Saved data entries
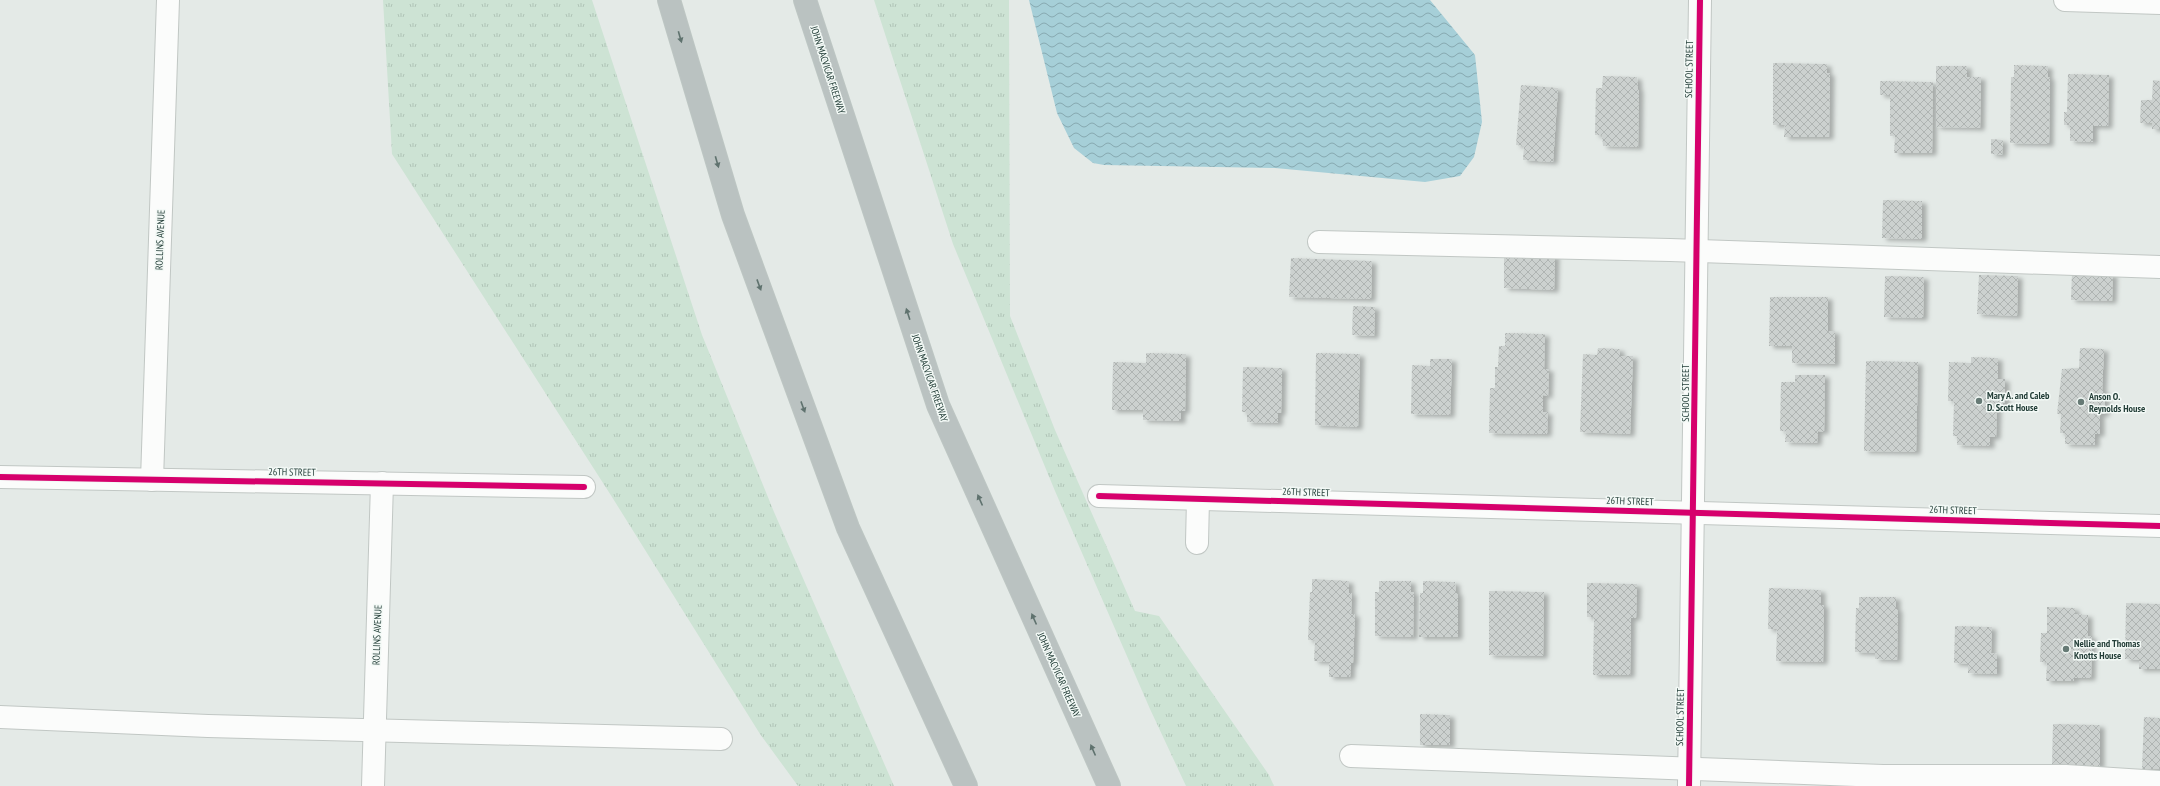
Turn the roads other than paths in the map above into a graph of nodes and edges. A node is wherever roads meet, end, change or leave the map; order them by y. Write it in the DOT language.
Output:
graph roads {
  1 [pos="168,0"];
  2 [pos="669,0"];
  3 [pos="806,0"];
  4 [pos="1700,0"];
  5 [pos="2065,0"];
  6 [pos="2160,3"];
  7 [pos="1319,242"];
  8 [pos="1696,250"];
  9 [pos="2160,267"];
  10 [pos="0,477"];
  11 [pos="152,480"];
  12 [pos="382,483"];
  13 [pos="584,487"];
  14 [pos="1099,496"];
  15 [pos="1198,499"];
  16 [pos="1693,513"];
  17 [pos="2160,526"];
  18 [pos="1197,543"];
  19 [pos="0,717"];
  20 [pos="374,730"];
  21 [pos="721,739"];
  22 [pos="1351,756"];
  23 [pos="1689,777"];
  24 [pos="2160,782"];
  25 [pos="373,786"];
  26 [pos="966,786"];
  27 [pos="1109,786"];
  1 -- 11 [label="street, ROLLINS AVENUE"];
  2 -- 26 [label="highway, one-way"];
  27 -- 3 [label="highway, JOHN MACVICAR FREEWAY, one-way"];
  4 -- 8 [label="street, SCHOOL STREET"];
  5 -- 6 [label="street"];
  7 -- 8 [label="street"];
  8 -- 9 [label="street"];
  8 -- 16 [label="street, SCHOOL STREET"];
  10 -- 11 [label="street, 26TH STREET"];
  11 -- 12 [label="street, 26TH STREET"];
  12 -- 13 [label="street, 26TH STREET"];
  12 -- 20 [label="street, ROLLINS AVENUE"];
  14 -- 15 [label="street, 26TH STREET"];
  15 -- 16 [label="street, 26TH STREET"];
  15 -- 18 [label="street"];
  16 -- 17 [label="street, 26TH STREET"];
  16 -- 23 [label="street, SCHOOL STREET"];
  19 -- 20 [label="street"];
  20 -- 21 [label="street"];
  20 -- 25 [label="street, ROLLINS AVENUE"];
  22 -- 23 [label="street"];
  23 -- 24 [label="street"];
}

WORK ORDER> Write out the entries again, word for word. No images.

EXERCISE RESPONSE>
Turn the roads other than paths in the map above into a graph of nodes and edges. A node is wherever roads meet, end, change or leave the map; order them by y. Write it in the DOT language.
Output:
graph roads {
  1 [pos="168,0"];
  2 [pos="669,0"];
  3 [pos="806,0"];
  4 [pos="1700,0"];
  5 [pos="2065,0"];
  6 [pos="2160,3"];
  7 [pos="1319,242"];
  8 [pos="1696,250"];
  9 [pos="2160,267"];
  10 [pos="0,477"];
  11 [pos="152,480"];
  12 [pos="382,483"];
  13 [pos="584,487"];
  14 [pos="1099,496"];
  15 [pos="1198,499"];
  16 [pos="1693,513"];
  17 [pos="2160,526"];
  18 [pos="1197,543"];
  19 [pos="0,717"];
  20 [pos="374,730"];
  21 [pos="721,739"];
  22 [pos="1351,756"];
  23 [pos="1689,777"];
  24 [pos="2160,782"];
  25 [pos="373,786"];
  26 [pos="966,786"];
  27 [pos="1109,786"];
  1 -- 11 [label="street, ROLLINS AVENUE"];
  2 -- 26 [label="highway, one-way"];
  27 -- 3 [label="highway, JOHN MACVICAR FREEWAY, one-way"];
  4 -- 8 [label="street, SCHOOL STREET"];
  5 -- 6 [label="street"];
  7 -- 8 [label="street"];
  8 -- 9 [label="street"];
  8 -- 16 [label="street, SCHOOL STREET"];
  10 -- 11 [label="street, 26TH STREET"];
  11 -- 12 [label="street, 26TH STREET"];
  12 -- 13 [label="street, 26TH STREET"];
  12 -- 20 [label="street, ROLLINS AVENUE"];
  14 -- 15 [label="street, 26TH STREET"];
  15 -- 16 [label="street, 26TH STREET"];
  15 -- 18 [label="street"];
  16 -- 17 [label="street, 26TH STREET"];
  16 -- 23 [label="street, SCHOOL STREET"];
  19 -- 20 [label="street"];
  20 -- 21 [label="street"];
  20 -- 25 [label="street, ROLLINS AVENUE"];
  22 -- 23 [label="street"];
  23 -- 24 [label="street"];
}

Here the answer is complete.